Astrology vs Astrologism: An extract from Astrology & Storytelling by Alice Sparkly Kat

This guest post is an extract from Astrology and Storytelling, by astrologer Alice Sparkly Kat.

When we talk about astrology, there’s this idea that astrology is something to be believed in.

Do you believe in astrology? Why do you believe in astrology? I don’t believe in astrology.

But astrology is only the study of change and its meaning. These changes are visible in the sky, through the movements of the stars and other phenomena. Without the moving star and its field of gravity, we would have no space-time, no planet, and no life.

Our biologies are evolved not just for our cities, our lands, or even our world. Our biologies are evolved for our universe. If the moon didn’t move just the way it does, our hormonal cycles could not function as they do and what we regard to be normal registers of reward, satisfaction, and yearning would be lost to us. We couldn’t afford to be such soft creatures if Jupiter’s gravity didn’t protect us from the asteroid belt. Every time Uranus enters a new sign, every cell in our body is living new. When one of a set of twins left the Earth, he returned to find that his DNA had become different from his brothers.

Humanity is shaped by our location in space, the same way cultural identity is formed through geography. When we leave our position, we become something else.

So, astrology is not something to be believed in. We didn’t start believing in religion the way we are assumed to be able to today before the emergence of capitalism. Inside capitalism, the market itself, as a speculative object, is something that needs to be believed in to exist. This speculation turns other cultural practices into cultural objects, ones that also need to be believed in to exist because their existence clings so tightly on the market as real. These things include race, gender, and religion.

Astrology itself, as a system of abstraction, is only a metaphor for life.

It doesn’t need belief – it only requires participation. It’s through metaphor that things which happen on a minute scale are related to the grander cosmos. Like other cultural practices, such as mathematics, language, and art, astrology simply gives us permission to get carried away in spontaneous play with the synchronicities between our bodies, its perceptions, and the great beyond.

There are as many astrologies as there are cultures. These astrologies sometimes confirm one another but more often contradict each other, just like other types of cultural practices do. There is no right astrology or an astrology that is more accurate than other astrologies, just like there is no right culture or a culture that is more accurate than other cultures. There are, however, astrologies that are more dominant than other astrologies. When this happens, there are historical, economic, and politics causes.

When we talk about astrology, we are talking about the entanglements and intersections of vastly different astrologies – astrologies that served different purposes in different places and in different ecologies. When we talk about astrologism, we are talking about using astrology to reinforces authority through mysticism and cultural monopoly. Astrologism is a way of looking at the dominance of Western astrology but also the fetishization of othered forms of astrology for its supposed cultural purity and authenticity. Astrologism is the belief of magic without the human element, of magic without the political phases of culture, and the worship of the power of belief without respect to consent nor criticality.

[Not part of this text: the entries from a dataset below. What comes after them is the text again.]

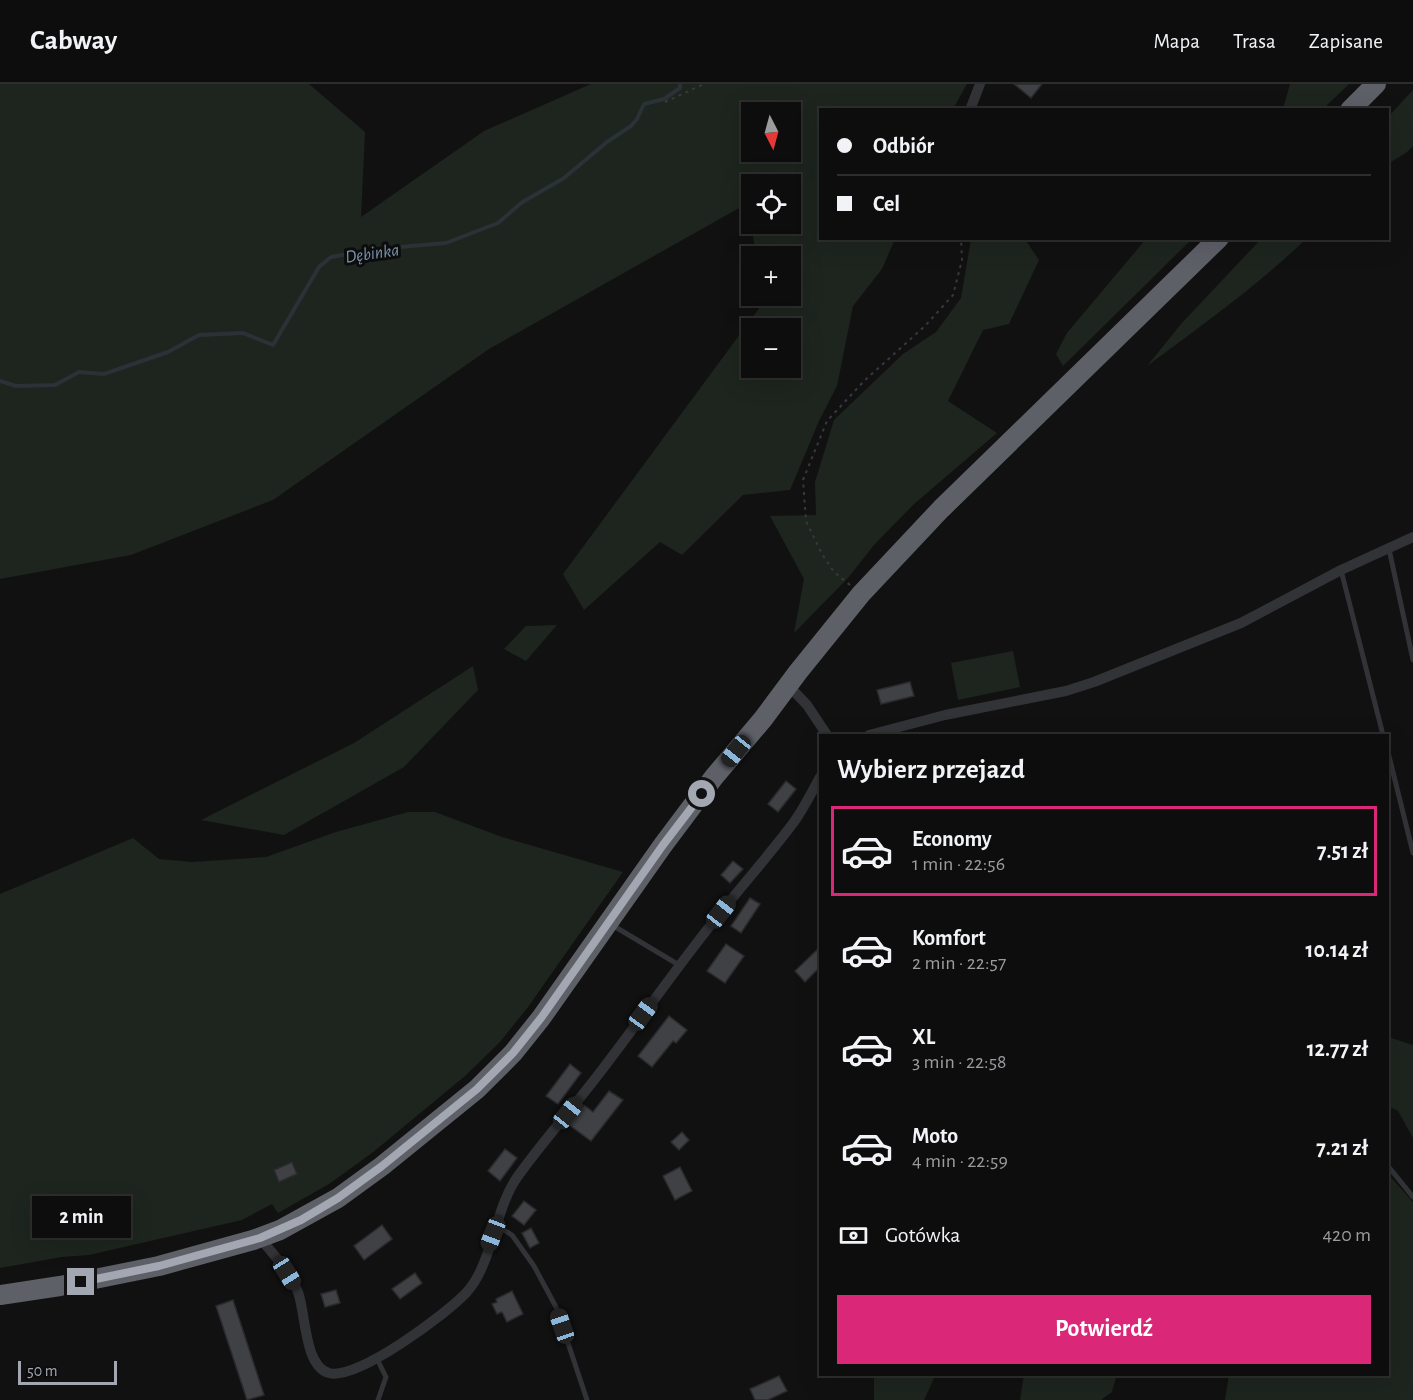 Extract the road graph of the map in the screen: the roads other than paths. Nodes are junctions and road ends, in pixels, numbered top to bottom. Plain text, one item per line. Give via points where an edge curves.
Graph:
1 (980, 84) edge
2 (1376, 84) edge
3 (971, 108) edge
4 (1352, 108) edge
5 (1217, 240) edge
6 (1413, 537) edge
7 (1389, 549) junction
8 (1341, 570) junction
9 (1413, 660) edge
10 (788, 685) junction
11 (826, 734) edge
12 (873, 734) edge
13 (1383, 734) edge
14 (1389, 756) edge
15 (819, 779) edge
16 (1413, 853) edge
17 (607, 923) junction
18 (679, 964) junction
19 (1389, 1167) edge
20 (1413, 1197) edge
21 (496, 1225) junction
22 (260, 1238) junction
23 (0, 1295) edge
24 (377, 1359) junction
25 (378, 1400) edge
26 (587, 1400) edge

1 - 3 street
2 - 4 highway
5 - 10 highway via 934,516 861,594
6 - 7 street
7 - 8 street
7 - 9 lane
8 - 12 street via 1241,623 1094,682
8 - 13 lane
10 - 11 street
10 - 17 highway
14 - 16 lane
15 - 18 street via 795,820
17 - 18 lane
17 - 22 highway via 513,1053 477,1089 338,1198
18 - 21 street via 598,1076 516,1179
19 - 20 lane
21 - 24 street via 478,1274 467,1291 443,1313
21 - 26 lane via 512,1235 556,1307
22 - 23 highway via 159,1266
22 - 24 street via 298,1290 310,1347 319,1368 342,1374
24 - 25 lane via 386,1377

Astrologism is easy to fall into. It’s an invisible position – assumed to be as natural as belief and politically unstrategic. The logic and necessity for a mass amount of belief in our capitalist and western dominant world is what makes this easiness and invisibility possible. It is harder to interrogate archetypes through contradictions and respect our beliefs by critiquing them. Doing so requires an extraordinary ability to be wrong and to acknowledge that each and every one of us has a limited perception.

As a practicing astrologer, it is much harder to not believe in astrology than to believe in it. However, my decision to not believe in astrology does not take away from my practice, but it gives it infinitesimally more room to grow. Not believing in astrology means that I am giving up much of the power that astrology and mysticism holds – a power that was often strategically branded by marginalized identities in reaction to mass disempowerment. Not believing in astrology means that I am engaging in a cultural practice with the intention to heal – something that I didn’t feel capable of as an artist. Not believing in astrology means that a reading begins with the client’s life, not the textbook interpretations of signs, planets, and aspects, and uses the stars the same way you would use a painting. Not believing in astrology as an astrologer means that my practice involves much more listening and asking questions than it does talking. It means that I admit the power of astrology comes from the power of suggestion, just as the power of money, race, and gender come from the power of suggestion. This power of suggestion has very real consequences.

I have to constantly remind myself that I am an astrologer and not a follower of astrologism. It is much easier to believe in things that come from a book than to make enough space in life to hear the body’s protests, to talk in intellectualisms than to accept the mystery of the universe. It is much easier to talk in universals, especially when it comes to spirituality, than it is to demand I account for my own specificity.

However, the pay off is always worth it. When I practice more and preach less, when I learn my own elasticity through stages of always being wrong, and when I appreciate that anything easily understood has already become something else – that’s when I feel the universe’s sense of humor.